Vorsteuerabzug bei unrichtigen oder unvollständigen Rechnungen: Berichtigung wirkt zurück.

BFH bekräftigt, dass es für die Vorlage der berichtigten Rechnung auf den Zeitpunkt der letzten mündlichen Verhandlung ankommt.

Der Vorsteuerabzug aus einer fehlerhaft ausgestellten Rechnung wird dem Rechnungsadressaten versagt. Es müssen alle Formalien einer Rechnung beachtet werden und die Angaben zutreffen.

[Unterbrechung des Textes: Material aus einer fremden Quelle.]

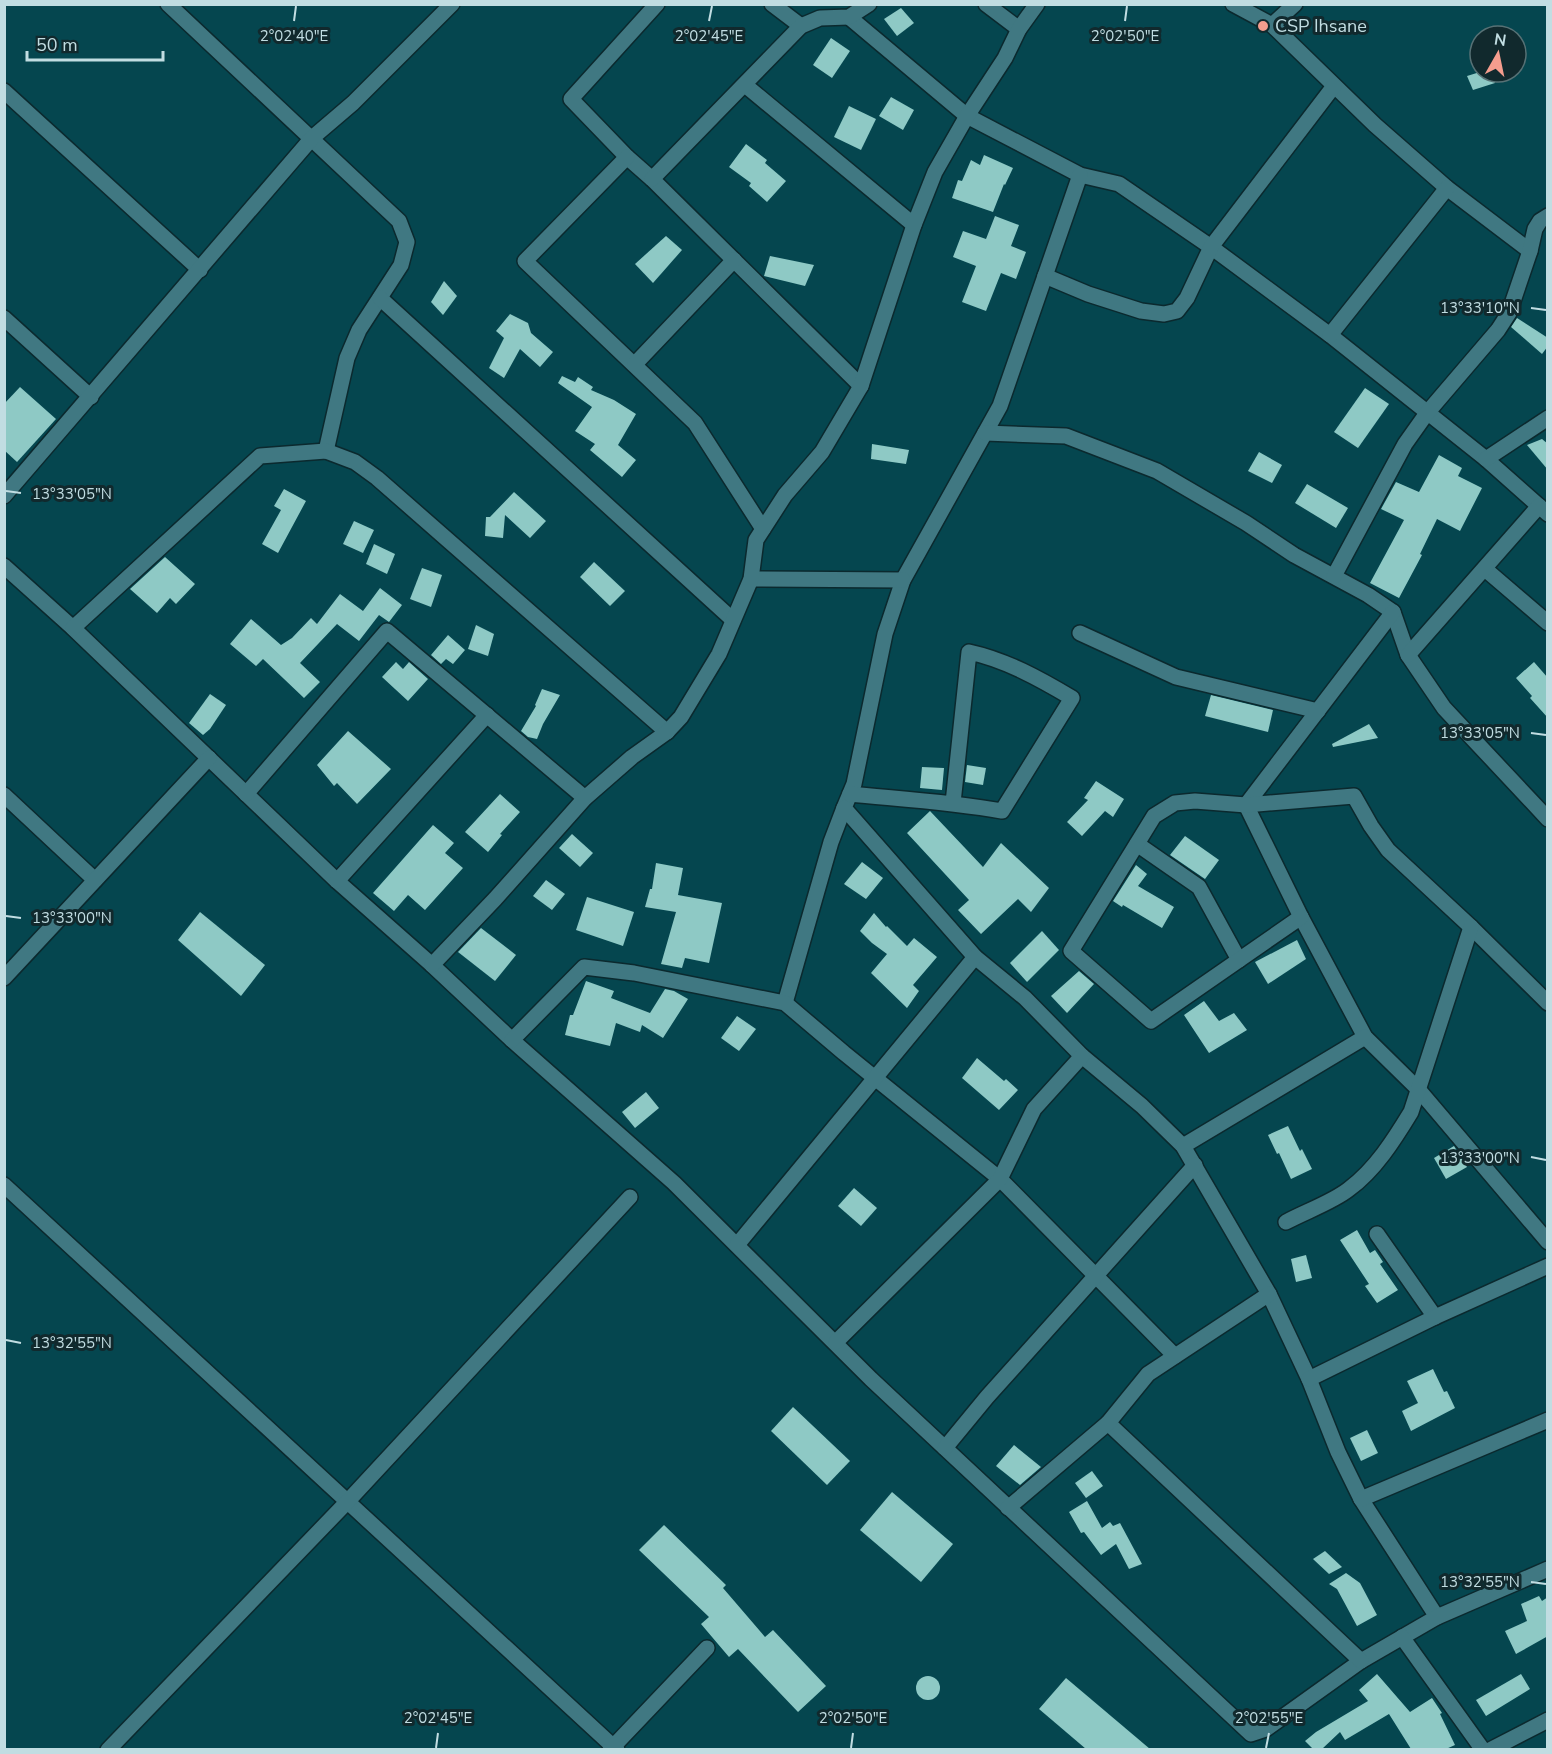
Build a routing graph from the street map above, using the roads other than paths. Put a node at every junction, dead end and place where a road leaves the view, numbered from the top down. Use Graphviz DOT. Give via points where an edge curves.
graph roads {
  1 [pos="168,4"];
  2 [pos="452,4"];
  3 [pos="657,4"];
  4 [pos="772,4"];
  5 [pos="869,4"];
  6 [pos="986,4"];
  7 [pos="1037,4"];
  8 [pos="1233,4"];
  9 [pos="1295,4"];
  10 [pos="849,17"];
  11 [pos="1272,25"];
  12 [pos="801,26"];
  13 [pos="1019,29"];
  14 [pos="745,85"];
  15 [pos="1334,86"];
  16 [pos="4,91"];
  17 [pos="967,116"];
  18 [pos="312,138"];
  19 [pos="627,158"];
  20 [pos="1080,175"];
  21 [pos="652,179"];
  22 [pos="1447,188"];
  23 [pos="1548,216"];
  24 [pos="914,225"];
  25 [pos="1211,247"];
  26 [pos="1530,251"];
  27 [pos="734,260"];
  28 [pos="200,270"];
  29 [pos="1045,276"];
  30 [pos="380,298"];
  31 [pos="4,318"];
  32 [pos="1330,335"];
  33 [pos="634,364"];
  34 [pos="861,386"];
  35 [pos="91,397"];
  36 [pos="1427,413"];
  37 [pos="1548,418"];
  38 [pos="985,432"];
  39 [pos="326,451"];
  40 [pos="1486,459"];
  41 [pos="4,496"];
  42 [pos="1543,510"];
  43 [pos="763,529"];
  44 [pos="4,566"];
  45 [pos="1485,569"];
  46 [pos="1334,576"];
  47 [pos="751,579"];
  48 [pos="903,580"];
  49 [pos="1393,612"];
  50 [pos="1545,617"];
  51 [pos="733,620"];
  52 [pos="74,628"];
  53 [pos="1080,633"];
  54 [pos="1408,655"];
  55 [pos="1318,711"];
  56 [pos="487,715"];
  57 [pos="667,732"];
  58 [pos="209,758"];
  59 [pos="246,794"];
  60 [pos="4,795"];
  61 [pos="585,798"];
  62 [pos="847,801"];
  63 [pos="953,803"];
  64 [pos="1246,806"];
  65 [pos="1548,819"];
  66 [pos="1137,844"];
  67 [pos="95,880"];
  68 [pos="337,881"];
  69 [pos="1301,917"];
  70 [pos="1471,927"];
  71 [pos="975,957"];
  72 [pos="1239,960"];
  73 [pos="432,964"];
  74 [pos="4,978"];
  75 [pos="784,1003"];
  76 [pos="1548,1003"];
  77 [pos="1365,1036"];
  78 [pos="512,1040"];
  79 [pos="1082,1056"];
  80 [pos="876,1079"];
  81 [pos="1418,1089"];
  82 [pos="1183,1146"];
  83 [pos="1195,1165"];
  84 [pos="1000,1179"];
  85 [pos="4,1185"];
  86 [pos="630,1197"];
  87 [pos="1286,1222"];
  88 [pos="1377,1234"];
  89 [pos="1548,1242"];
  90 [pos="737,1245"];
  91 [pos="1548,1266"];
  92 [pos="1096,1277"];
  93 [pos="1269,1294"];
  94 [pos="1435,1317"];
  95 [pos="836,1342"];
  96 [pos="1175,1356"];
  97 [pos="1309,1379"];
  98 [pos="1548,1420"];
  99 [pos="1108,1423"];
  100 [pos="945,1448"];
  101 [pos="1361,1499"];
  102 [pos="348,1502"];
  103 [pos="1008,1508"];
  104 [pos="1548,1569"];
  105 [pos="1437,1617"];
  106 [pos="1402,1637"];
  107 [pos="708,1648"];
  108 [pos="1361,1661"];
  109 [pos="1548,1720"];
  110 [pos="614,1748"];
  111 [pos="108,1749"];
  112 [pos="1483,1749"];
  113 [pos="1490,1749"];
  1 -- 18 [label="street"];
  2 -- 18 [label="street" via="353,103"];
  3 -- 19 [label="street" via="571,99"];
  4 -- 12 [label="street"];
  5 -- 10 [label="street"];
  6 -- 13 [label="street"];
  7 -- 13 [label="street"];
  8 -- 11 [label="street"];
  9 -- 11 [label="street"];
  10 -- 12 [label="street" via="820,18"];
  10 -- 17 [label="street"];
  11 -- 15 [label="street"];
  12 -- 14 [label="street"];
  13 -- 17 [label="street"];
  14 -- 21 [label="street"];
  14 -- 24 [label="street"];
  15 -- 22 [label="street"];
  15 -- 25 [label="street"];
  16 -- 28 [label="street"];
  17 -- 20 [label="street"];
  17 -- 24 [label="street" via="935,172"];
  18 -- 28 [label="street"];
  18 -- 30 [label="street" via="399,221 407,242 401,265"];
  19 -- 21 [label="street"];
  19 -- 33 [label="street" via="525,261"];
  20 -- 25 [label="street" via="1119,184"];
  20 -- 29 [label="street"];
  21 -- 27 [label="street"];
  22 -- 26 [label="street"];
  22 -- 32 [label="street"];
  23 -- 26 [label="street" via="1535,228"];
  24 -- 34 [label="street"];
  25 -- 29 [label="street" via="1177,311 1164,314 1099,298"];
  25 -- 32 [label="street"];
  26 -- 36 [label="street" via="1509,313"];
  27 -- 33 [label="street"];
  27 -- 34 [label="street"];
  28 -- 35 [label="street"];
  29 -- 38 [label="street" via="1000,406"];
  30 -- 39 [label="street" via="347,358"];
  30 -- 51 [label="street"];
  31 -- 35 [label="street"];
  32 -- 36 [label="street"];
  33 -- 43 [label="street" via="696,423"];
  34 -- 43 [label="street" via="822,452 785,495"];
  35 -- 41 [label="street"];
  36 -- 40 [label="street"];
  36 -- 46 [label="street" via="1405,444"];
  37 -- 40 [label="street"];
  38 -- 46 [label="street" via="1066,436 1157,471"];
  38 -- 48 [label="street"];
  39 -- 52 [label="street" via="260,456"];
  39 -- 57 [label="street" via="355,462 377,478"];
  40 -- 42 [label="street"];
  42 -- 45 [label="street"];
  43 -- 47 [label="street" via="756,540"];
  44 -- 52 [label="street"];
  45 -- 50 [label="street"];
  45 -- 54 [label="street"];
  46 -- 49 [label="street"];
  47 -- 48 [label="street"];
  47 -- 51 [label="street"];
  48 -- 62 [label="street" via="885,634 854,784"];
  49 -- 54 [label="street"];
  49 -- 55 [label="street"];
  51 -- 57 [label="street" via="719,654 681,717"];
  52 -- 58 [label="street"];
  53 -- 55 [label="street" via="1176,677"];
  54 -- 65 [label="street" via="1444,708"];
  55 -- 64 [label="street"];
  56 -- 59 [label="street" via="387,631"];
  56 -- 61 [label="street"];
  56 -- 68 [label="street"];
  57 -- 61 [label="street"];
  58 -- 59 [label="street"];
  58 -- 67 [label="street"];
  59 -- 68 [label="street"];
  60 -- 67 [label="street"];
  61 -- 73 [label="street"];
  62 -- 63 [label="street"];
  62 -- 71 [label="street"];
  62 -- 75 [label="street" via="831,842"];
  63 -- 63 [label="street" via="1002,811 1072,699 1027,672 969,652"];
  64 -- 66 [label="street" via="1175,803 1154,816"];
  64 -- 69 [label="street"];
  64 -- 70 [label="street" via="1354,796 1388,850"];
  66 -- 72 [label="street" via="1199,887"];
  66 -- 72 [label="street" via="1071,951 1151,1022"];
  67 -- 74 [label="street"];
  68 -- 73 [label="street"];
  69 -- 72 [label="street"];
  69 -- 77 [label="street"];
  70 -- 76 [label="street"];
  70 -- 81 [label="street"];
  71 -- 79 [label="street" via="1025,998"];
  71 -- 80 [label="street"];
  73 -- 78 [label="street"];
  75 -- 78 [label="street" via="584,967"];
  75 -- 80 [label="street"];
  77 -- 81 [label="street"];
  77 -- 82 [label="street"];
  78 -- 90 [label="street" via="674,1183"];
  79 -- 82 [label="street"];
  79 -- 84 [label="street" via="1034,1109"];
  80 -- 84 [label="street"];
  80 -- 90 [label="street"];
  81 -- 87 [label="street" via="1411,1112 1374,1165 1348,1190"];
  81 -- 89 [label="street"];
  82 -- 83 [label="street"];
  83 -- 92 [label="street"];
  83 -- 93 [label="street"];
  84 -- 92 [label="street"];
  84 -- 95 [label="street"];
  85 -- 102 [label="street"];
  86 -- 102 [label="street"];
  88 -- 94 [label="street"];
  90 -- 95 [label="street"];
  91 -- 94 [label="street"];
  92 -- 96 [label="street"];
  92 -- 100 [label="street"];
  93 -- 96 [label="street"];
  93 -- 97 [label="street"];
  94 -- 97 [label="street"];
  95 -- 100 [label="street"];
  96 -- 99 [label="street" via="1148,1374"];
  97 -- 101 [label="street"];
  98 -- 101 [label="street"];
  99 -- 103 [label="street"];
  99 -- 108 [label="street"];
  100 -- 103 [label="street"];
  101 -- 105 [label="street"];
  102 -- 110 [label="street"];
  102 -- 111 [label="street"];
  103 -- 108 [label="street" via="1251,1734 1266,1729"];
  104 -- 105 [label="street"];
  105 -- 106 [label="street"];
  106 -- 108 [label="street"];
  106 -- 112 [label="street"];
  107 -- 110 [label="street"];
  109 -- 113 [label="street"];
}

Fehlen erforderliche Angaben oder sind falsch, berechtigt die Rechnung nicht zum Vorsteuerabzug nach § 15 Abs. 1 UStG. Allerdings kann eine fehlerhafte Rechnung später berichtigt werden.

 

Laut BFH wirkt eine nach § 31 Abs. 5 UStDV berichtigte Rechnung auf den Zeitpunkt zurück, in dem die Rechnung ursprünglich ausgestellt wurde (Urteil vom 05.09.2019, V R 12/17 erstmals ausgesprochen im Urteil vom 20.10.2016, V R 26/15 aufgrund der EuGH-Rechtsprechung im Urteil Senatex vom 15.09.2016 C-518/14,EU:C:2016:691). Die gegenteilige Auffassung der Finanzverwaltung kann daher in allen Fällen zurückgewiesen werden.

 

Der BFH verlangt jedoch zusätzlich, dass das zunächst erteilte Dokument die Mindestanforderungen an eine Rechnung erfüllt: sofern also Angaben zum Rechnungsaussteller, zum Leistungsempfänger, zur Leistungsbeschreibung, zum Entgelt und zur gesondert ausgewiesenen Umsatzsteuer gemacht wurden (Beschluss vom 20.07.2012 (V B 82/11). Außerdem muss der Rechnungsempfänger im Streitfall nachweisen, dass die Leistung an ihn gerichtet war und nicht an Dritte.

 

Im jüngst entschiedenen Fall waren die Rechnungen einer im Zusammenhang mit der Insolvenz einer KG neu beauftragten Steuerberatungsgesellschaft vertragsgemäß ursprünglich an die Kommanditisten adressiert. Was einleuchtet, da von einer insolventen Gesellschaft keine oder nur quotenmäßig geringe Zahlungen zu erwarten sind. Den Kommanditisten stand aber mangels Unternehmereigenschaft kein Vorsteuerabzug zu. Deshalb wurde die Rechnung später auf die KG umgeschrieben. Zur Klärung der nun entscheidenden Frage, an wen die abgerechnete Steuerberatung tatsächlich geleistet wurde, hat der BFH das Verfahren an das Finanzgericht Niedersachsen zurückverwiesen.